Thomas había presenciado la escena que ahora vivía, no por un incidente sobrenatural, sino mas bien porque a Thomas le gustaba imaginar cosas, así en las noches se entregaba unas veces a protagonizar un fortuito encuentro romántico con sus actrices favoritas del teatro Paradise, otras a la proeza de retornar a su natal Sunderland cargando el trofeo del British Open y entregándole a su amor inalcanzable, Sarah, la pelota con la que había completado de forma épica el hoyo 18 del Prestwick Golf Club, y en otra ocasión, cuando su febril imaginación empezaba a fundirse con un lóbrego sueño, se había visto ahí, a las afueras de la imprenta de John MacArthur, interpretando el papel del suntuoso magnate en un momento y corriendo por su vida al siguiente, una vez se hubo sumido en la bruma de la pesadilla.

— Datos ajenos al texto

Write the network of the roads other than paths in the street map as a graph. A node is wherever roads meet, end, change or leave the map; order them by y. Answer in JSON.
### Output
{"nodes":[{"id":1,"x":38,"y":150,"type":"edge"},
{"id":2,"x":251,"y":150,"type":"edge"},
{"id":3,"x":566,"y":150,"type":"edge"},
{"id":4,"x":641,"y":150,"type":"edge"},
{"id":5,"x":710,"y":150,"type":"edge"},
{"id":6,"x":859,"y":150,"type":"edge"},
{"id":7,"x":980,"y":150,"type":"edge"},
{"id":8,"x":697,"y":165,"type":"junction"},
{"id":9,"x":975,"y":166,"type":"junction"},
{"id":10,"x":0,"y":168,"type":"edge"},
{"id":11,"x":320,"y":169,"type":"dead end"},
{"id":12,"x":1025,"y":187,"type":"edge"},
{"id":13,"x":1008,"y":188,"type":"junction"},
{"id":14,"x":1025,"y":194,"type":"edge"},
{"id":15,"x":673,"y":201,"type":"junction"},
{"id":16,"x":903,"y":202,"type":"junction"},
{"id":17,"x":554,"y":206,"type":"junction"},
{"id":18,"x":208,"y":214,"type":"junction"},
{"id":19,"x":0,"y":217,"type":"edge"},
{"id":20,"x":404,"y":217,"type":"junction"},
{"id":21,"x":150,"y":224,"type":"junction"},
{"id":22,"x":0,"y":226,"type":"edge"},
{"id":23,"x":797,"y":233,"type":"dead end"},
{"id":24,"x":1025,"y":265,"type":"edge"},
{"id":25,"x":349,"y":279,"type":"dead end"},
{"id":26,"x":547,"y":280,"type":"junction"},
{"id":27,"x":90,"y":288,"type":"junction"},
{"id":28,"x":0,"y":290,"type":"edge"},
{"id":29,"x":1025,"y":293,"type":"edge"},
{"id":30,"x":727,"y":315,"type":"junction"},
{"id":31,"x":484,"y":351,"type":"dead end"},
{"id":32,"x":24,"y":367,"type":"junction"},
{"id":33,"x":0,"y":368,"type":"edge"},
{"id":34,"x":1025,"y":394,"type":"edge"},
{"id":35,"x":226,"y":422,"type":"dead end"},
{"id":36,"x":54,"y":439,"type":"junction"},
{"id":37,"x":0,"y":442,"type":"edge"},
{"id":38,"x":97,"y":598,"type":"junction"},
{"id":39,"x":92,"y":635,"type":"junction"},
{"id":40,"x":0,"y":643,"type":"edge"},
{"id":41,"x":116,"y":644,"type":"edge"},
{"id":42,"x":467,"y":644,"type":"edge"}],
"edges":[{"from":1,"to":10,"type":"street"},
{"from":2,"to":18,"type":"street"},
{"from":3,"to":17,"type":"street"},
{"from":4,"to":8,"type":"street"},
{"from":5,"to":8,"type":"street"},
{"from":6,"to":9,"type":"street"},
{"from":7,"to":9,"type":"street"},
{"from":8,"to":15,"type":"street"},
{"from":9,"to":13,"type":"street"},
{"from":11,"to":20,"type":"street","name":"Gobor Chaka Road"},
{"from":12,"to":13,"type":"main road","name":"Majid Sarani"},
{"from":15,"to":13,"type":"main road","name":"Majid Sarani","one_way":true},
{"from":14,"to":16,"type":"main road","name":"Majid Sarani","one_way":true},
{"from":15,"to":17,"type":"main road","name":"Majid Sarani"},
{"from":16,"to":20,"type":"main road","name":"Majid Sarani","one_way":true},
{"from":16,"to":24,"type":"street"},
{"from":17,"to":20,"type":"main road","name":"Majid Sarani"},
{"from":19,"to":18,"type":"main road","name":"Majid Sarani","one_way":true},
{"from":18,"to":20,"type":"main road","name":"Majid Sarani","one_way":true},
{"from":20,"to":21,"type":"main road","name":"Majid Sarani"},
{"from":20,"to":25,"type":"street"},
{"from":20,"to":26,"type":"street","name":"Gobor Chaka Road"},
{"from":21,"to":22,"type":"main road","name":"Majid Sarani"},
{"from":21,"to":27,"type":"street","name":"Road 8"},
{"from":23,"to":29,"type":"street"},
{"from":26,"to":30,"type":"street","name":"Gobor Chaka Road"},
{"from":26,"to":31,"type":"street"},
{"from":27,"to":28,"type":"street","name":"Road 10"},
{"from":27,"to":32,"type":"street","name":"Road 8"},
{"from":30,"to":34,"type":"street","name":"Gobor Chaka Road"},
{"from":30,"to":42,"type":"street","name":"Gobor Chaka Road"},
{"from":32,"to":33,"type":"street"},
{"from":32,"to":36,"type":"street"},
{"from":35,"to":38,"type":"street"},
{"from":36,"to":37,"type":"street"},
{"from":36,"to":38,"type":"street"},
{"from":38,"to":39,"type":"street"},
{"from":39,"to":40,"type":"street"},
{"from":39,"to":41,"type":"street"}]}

Tal vez aquel entresueño premonitorio llevó a Thomas a pensar que en una carrera por su vida sus piernas se moverían tan rápido como nunca y la adrenalina inyectaría energía a sus músculos y aire a sus pulmones, sin embargo sus piernas obesas apenas se arrastraban por sobre los adoquines, y para el momento en que el cuchillo oxidado le dio caza por primera vez, ya su silbante respiración de asmático resonaba en el ambiente mudo de un callejón solitario.
De esa forma, y contrario a su primera experiencia, al contacto del metal no le siguió un despertar sudoroso sobre su colchón de ermitaño, sino un dolor tan agudo como el que nunca había sentido y que casi opacaba por completo la tibia sensación que producía la sangre al brotar de su pecho, ahora Thomas no despertaba para soñar a posta con la gloria, dormía para sumergirse en la eterna inconsciencia en una fosa donde años después se levantaría la segunda imprenta de John MacArhur.